Los adversarios de Sabbatai pretenden, por el contrario, que no se marcha como conquistador, sino que son las propias autoridades otomanas, a través del cadí, quienes le habrían ordenado abandonar Esmirna en tres días y presentarse en Constantinopla, donde iban a detenerle al llegar. El hecho es plausible, en efecto, incluso es la única tesis plausible. ¿Qué persona cuerda podría creer en esa entrevista milagrosa, al final de la cual el monarca más poderoso del mundo iba a depositar su corona a los pies de un pelirrojo cantarín? No, yo no creo en ella, y Maimún menos todavía. Pero esta tarde en el barrio judío la mayor parte de la gente la consideraba cosa hecha. Quienes tienen dudas las disimulan, y ponen cara de prepararse para el regocijo.
Buméh parece creer también que el mundo está a punto de dar un vuelco. Lo contrario me habría sorprendido. Cuando hay una alternativa, mi sobrino opta siempre por su cariz más necio. Necio, insisto, pero capaz siempre de argumentar y de hacernos reflexionar, cuando no de confundirnos.
—Si las autoridades —dice— pretenden detenerle cuando desembarque, ¿por qué le dejan marcharse así, libre, en el navío que él mismo ha elegido, en lugar de mandarlo a prisión con una buena escolta? ¿Cómo van a saber el punto en que va a desembarcar?
—¿Qué pretendes decirnos, Buméh? ¿Que el sultán va a someterse sin más ceremonia en cuanto se lo ordene ese hombre? Desde luego, se ve que tú también has perdido la razón.
—A la razón no le queda más que un día de vida. Va a empezar el nuevo año, va a empezar la nueva era, lo que parecía razonable parecerá muy pronto ridículo, lo que parecía insensato se impondrá como la evidencia misma. Quienes hayan esperado al último momento para abrir los ojos quedarán cegados por la luz.

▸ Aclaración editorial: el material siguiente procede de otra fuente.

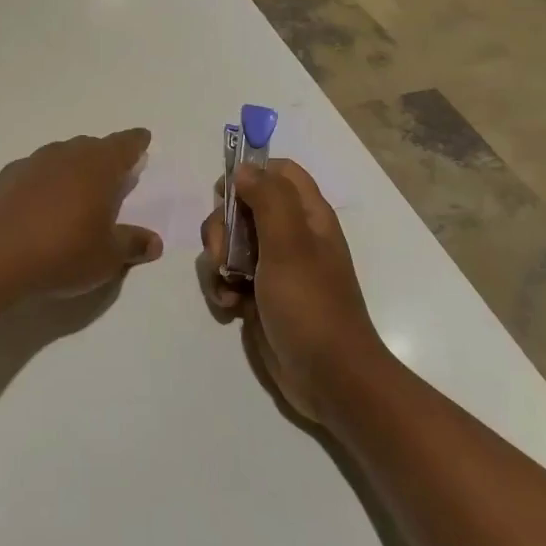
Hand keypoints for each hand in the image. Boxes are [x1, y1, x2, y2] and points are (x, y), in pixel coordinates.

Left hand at [0, 129, 162, 297]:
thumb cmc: (62, 253)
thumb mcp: (106, 257)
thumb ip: (131, 244)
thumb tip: (154, 242)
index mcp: (98, 167)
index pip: (124, 145)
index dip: (136, 142)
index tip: (142, 138)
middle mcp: (66, 155)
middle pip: (91, 147)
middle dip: (104, 156)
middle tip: (112, 173)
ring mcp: (32, 163)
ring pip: (60, 156)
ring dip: (72, 168)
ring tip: (76, 190)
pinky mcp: (5, 178)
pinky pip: (34, 172)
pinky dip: (44, 182)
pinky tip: (41, 204)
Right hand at [199, 159, 385, 424]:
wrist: (328, 377)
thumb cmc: (311, 305)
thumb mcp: (289, 245)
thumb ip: (268, 199)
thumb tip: (243, 169)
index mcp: (307, 216)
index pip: (278, 171)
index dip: (250, 174)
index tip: (225, 194)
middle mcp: (290, 235)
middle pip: (242, 206)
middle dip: (222, 227)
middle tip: (223, 253)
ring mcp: (274, 266)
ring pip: (229, 242)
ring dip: (217, 261)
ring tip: (228, 287)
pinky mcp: (259, 295)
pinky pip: (228, 276)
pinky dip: (222, 286)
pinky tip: (229, 306)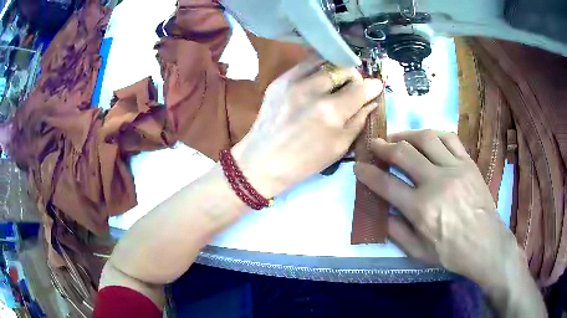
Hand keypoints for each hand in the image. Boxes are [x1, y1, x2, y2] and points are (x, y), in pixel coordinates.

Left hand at [232, 59, 382, 197]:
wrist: (262, 161)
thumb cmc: (304, 162)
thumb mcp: (339, 147)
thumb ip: (358, 121)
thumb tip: (371, 102)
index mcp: (331, 112)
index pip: (361, 88)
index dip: (373, 86)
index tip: (376, 87)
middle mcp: (313, 90)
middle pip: (344, 69)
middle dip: (355, 76)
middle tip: (354, 86)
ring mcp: (293, 82)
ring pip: (325, 61)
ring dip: (337, 69)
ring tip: (337, 80)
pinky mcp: (279, 80)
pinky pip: (305, 64)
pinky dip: (317, 67)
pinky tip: (319, 78)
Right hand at [354, 130, 522, 288]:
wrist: (486, 244)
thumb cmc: (452, 253)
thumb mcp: (419, 252)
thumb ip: (397, 232)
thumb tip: (382, 214)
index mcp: (421, 209)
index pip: (386, 184)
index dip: (368, 174)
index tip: (358, 166)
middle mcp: (436, 182)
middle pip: (404, 154)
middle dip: (383, 146)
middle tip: (374, 144)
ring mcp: (455, 168)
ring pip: (426, 139)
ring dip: (407, 135)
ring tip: (398, 138)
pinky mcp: (468, 163)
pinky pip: (449, 138)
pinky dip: (434, 134)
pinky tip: (426, 138)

Habib rio burlonamente y yo me encogí de hombros y me volví a Maimún para buscar su aprobación. Pero mi amigo estaba como ausente. Sin duda pensaba en su padre, en su anciano padre enfermo y extraviado, le veía embarcado en aquel caique sin un gesto de despedida para él, sin una mirada, y se preguntaba si de aquella manera no se dirigía hacia la humillación o la muerte. Ya no sabía qué creer, ni sobre todo qué desear. Y si lo sabía, tampoco le consolaba gran cosa.

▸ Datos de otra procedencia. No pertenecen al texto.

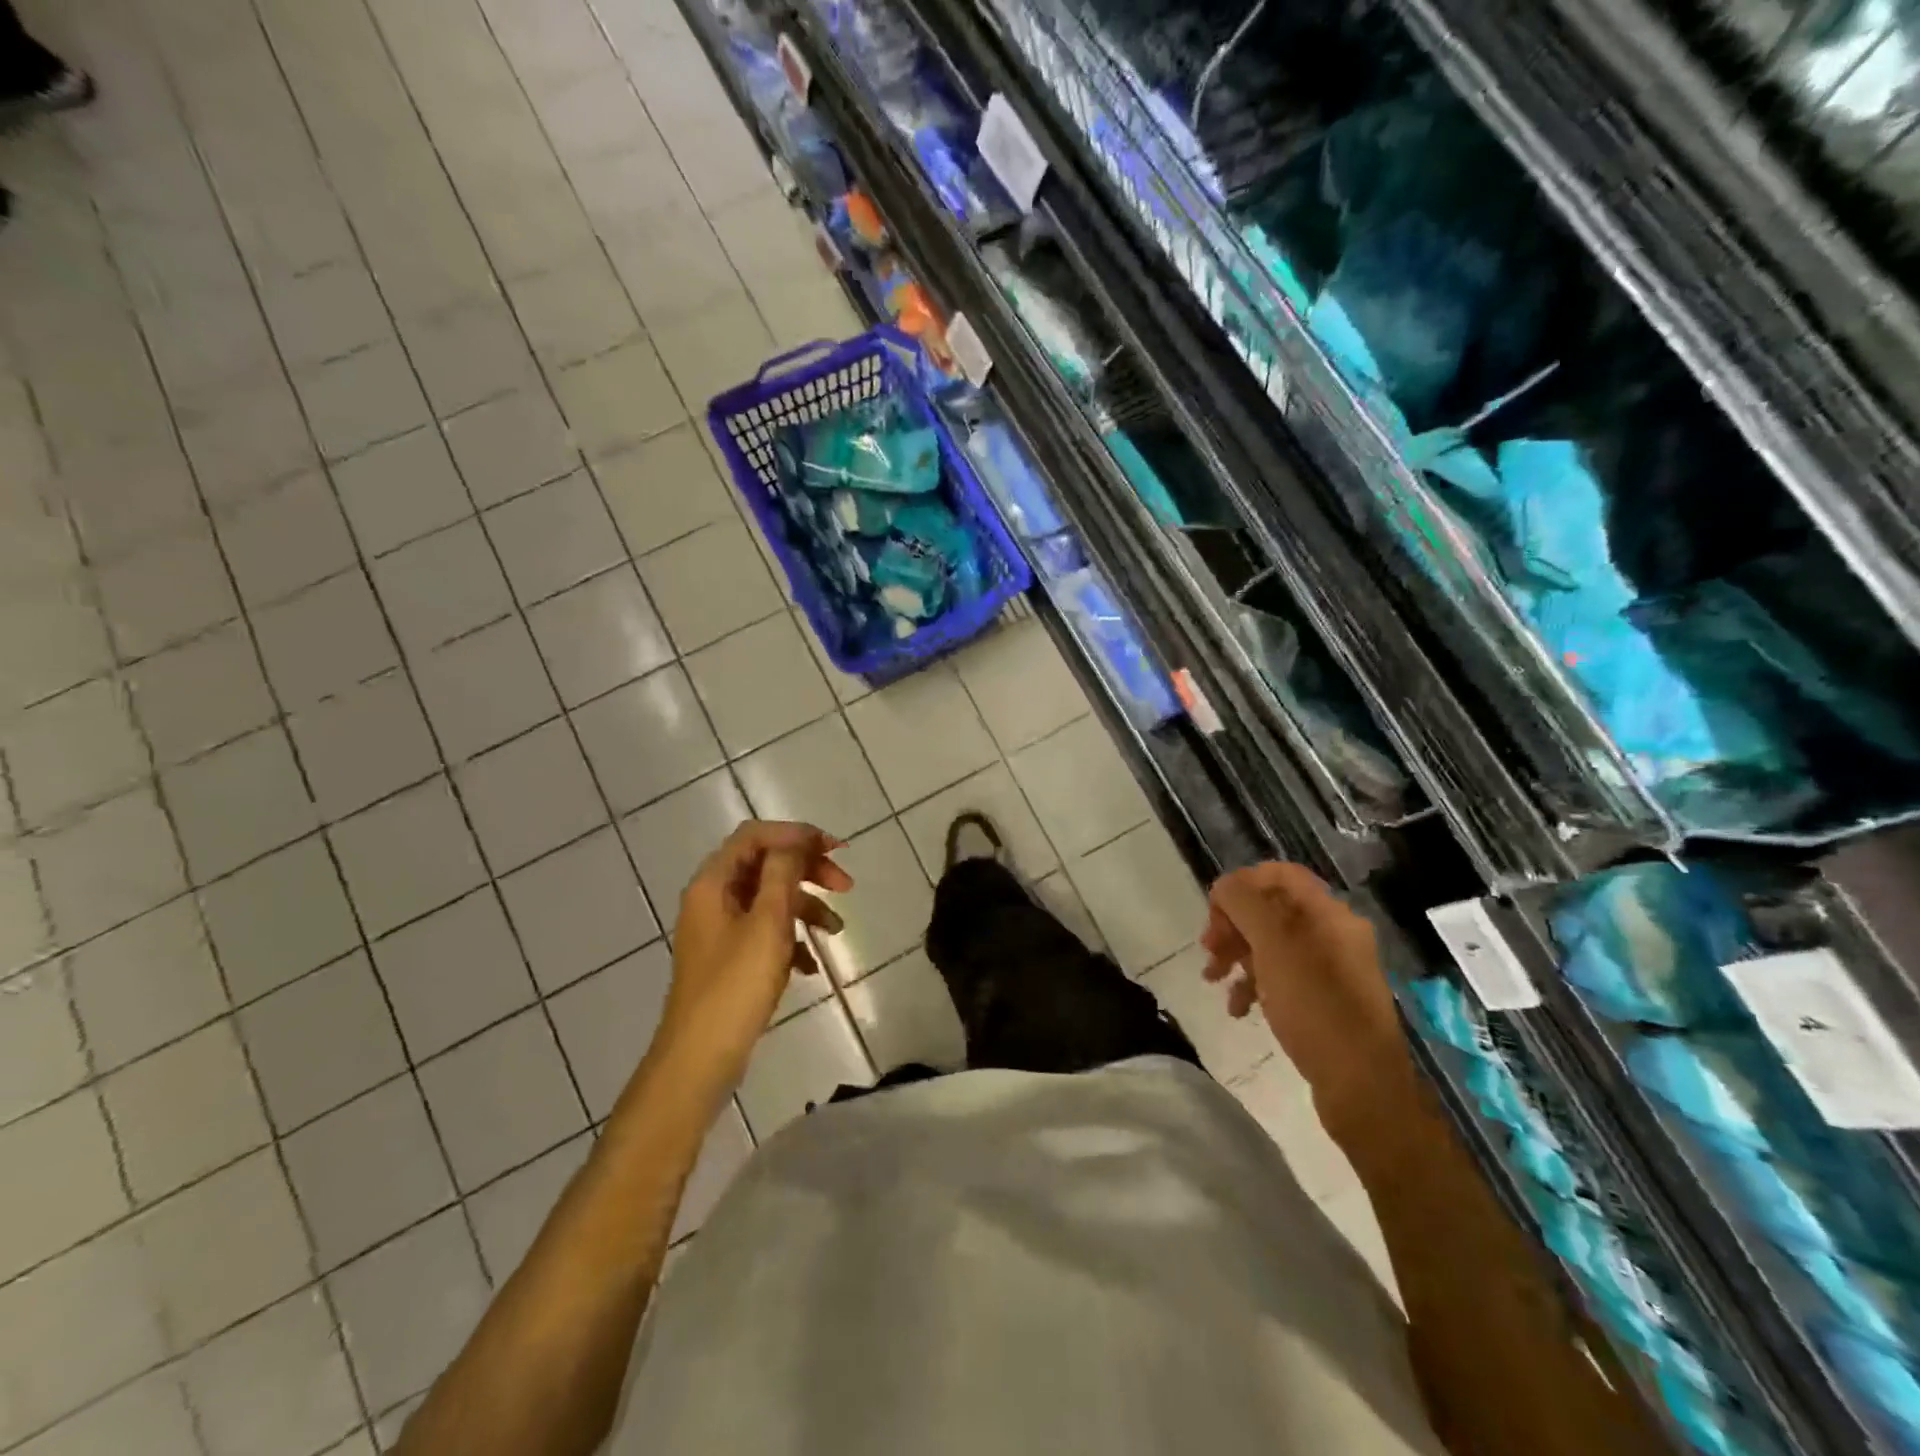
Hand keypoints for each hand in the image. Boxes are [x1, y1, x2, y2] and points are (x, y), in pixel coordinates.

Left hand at [652, 821, 852, 1094]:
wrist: (699, 1060)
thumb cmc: (735, 986)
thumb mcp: (767, 923)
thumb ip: (782, 873)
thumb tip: (795, 841)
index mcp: (713, 883)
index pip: (756, 836)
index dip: (797, 834)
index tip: (835, 850)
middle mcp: (712, 899)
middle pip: (765, 865)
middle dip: (807, 870)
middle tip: (845, 886)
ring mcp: (720, 931)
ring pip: (769, 900)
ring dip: (805, 907)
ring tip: (837, 930)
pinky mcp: (729, 959)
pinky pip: (765, 933)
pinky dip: (791, 939)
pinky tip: (811, 965)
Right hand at [1202, 862, 1413, 1135]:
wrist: (1361, 1086)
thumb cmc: (1316, 1007)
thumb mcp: (1273, 947)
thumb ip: (1245, 905)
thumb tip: (1224, 885)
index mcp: (1329, 914)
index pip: (1280, 875)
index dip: (1243, 883)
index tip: (1214, 910)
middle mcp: (1333, 934)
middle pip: (1271, 910)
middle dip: (1233, 924)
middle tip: (1208, 949)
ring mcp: (1331, 969)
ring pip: (1271, 945)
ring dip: (1237, 955)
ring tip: (1212, 980)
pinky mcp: (1324, 1001)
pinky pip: (1281, 977)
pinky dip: (1254, 984)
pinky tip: (1238, 1008)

He discutido con él lo bastante desde que vivimos juntos como para saber con exactitud cómo se plantea el dilema. Si su padre tuviera razón, si Sabbatai fuera el rey mesías, si el milagro esperado se produjera, si el sultán cayera de rodillas y reconociera que habían concluido los viejos tiempos, que los reinos de este mundo habían periclitado para siempre, que los poderosos ya no serían poderosos, que los humildes no volverían a ser humillados, si todo ese enloquecido sueño pudiera convertirse en realidad por la voluntad del Cielo, ¿cómo no iba Maimún a llorar de alegría ante ello? Pero no es eso lo que va a suceder, me repetía. Sabbatai no le inspira ninguna confianza, ninguna veneración, ni tampoco alegría alguna.

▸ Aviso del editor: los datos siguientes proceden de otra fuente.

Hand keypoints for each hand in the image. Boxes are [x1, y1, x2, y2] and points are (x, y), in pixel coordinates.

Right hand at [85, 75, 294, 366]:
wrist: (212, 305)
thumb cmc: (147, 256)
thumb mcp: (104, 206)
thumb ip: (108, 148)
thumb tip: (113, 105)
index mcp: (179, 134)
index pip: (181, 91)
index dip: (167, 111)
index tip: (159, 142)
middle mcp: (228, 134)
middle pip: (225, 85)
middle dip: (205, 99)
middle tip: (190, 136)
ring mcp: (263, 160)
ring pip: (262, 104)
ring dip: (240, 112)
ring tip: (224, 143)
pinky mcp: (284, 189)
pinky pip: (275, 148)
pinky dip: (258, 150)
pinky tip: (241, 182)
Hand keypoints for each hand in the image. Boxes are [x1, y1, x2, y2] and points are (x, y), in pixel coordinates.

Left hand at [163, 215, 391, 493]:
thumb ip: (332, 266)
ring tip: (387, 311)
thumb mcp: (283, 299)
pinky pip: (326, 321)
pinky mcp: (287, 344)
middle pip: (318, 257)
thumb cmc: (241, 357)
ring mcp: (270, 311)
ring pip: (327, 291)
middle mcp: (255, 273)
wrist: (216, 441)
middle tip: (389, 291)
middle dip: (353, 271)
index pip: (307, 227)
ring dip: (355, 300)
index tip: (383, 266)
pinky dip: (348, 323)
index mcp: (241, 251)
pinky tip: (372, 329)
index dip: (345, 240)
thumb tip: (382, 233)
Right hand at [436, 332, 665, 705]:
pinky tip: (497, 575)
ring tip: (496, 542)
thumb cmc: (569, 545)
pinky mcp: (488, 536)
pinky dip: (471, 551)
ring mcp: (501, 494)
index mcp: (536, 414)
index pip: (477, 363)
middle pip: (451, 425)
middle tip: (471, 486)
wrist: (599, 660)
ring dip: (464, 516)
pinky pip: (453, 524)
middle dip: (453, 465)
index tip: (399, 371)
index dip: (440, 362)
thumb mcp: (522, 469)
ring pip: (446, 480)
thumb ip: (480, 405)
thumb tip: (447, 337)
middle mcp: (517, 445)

—Aún estamos lejos del Amsterdam esperado —me dijo. Riendo, por no llorar.
31 de diciembre de 1665
¡Ah, Señor, el último día!
Desde esta mañana no hago más que dar vueltas, sin poder comer, hablar o reflexionar. Estoy rumiando y dándole vueltas a mi temor. Creamos o no en Sabbatai, no hay duda de que su aparición en este momento preciso, en vísperas del año fatídico y en esta ciudad designada por el apóstol Juan de manera destacada como una de las siete iglesias en el mensaje del Apocalipsis, no puede deberse sólo a un cúmulo de coincidencias. Lo que me ha sucedido en los últimos meses tampoco puede explicarse sin hacer referencia a la cercanía de los nuevos tiempos, sean los de la Bestia o los de la Redención, y a las señales que las anuncian. ¿Es que voy a tener que enumerarlas una vez más?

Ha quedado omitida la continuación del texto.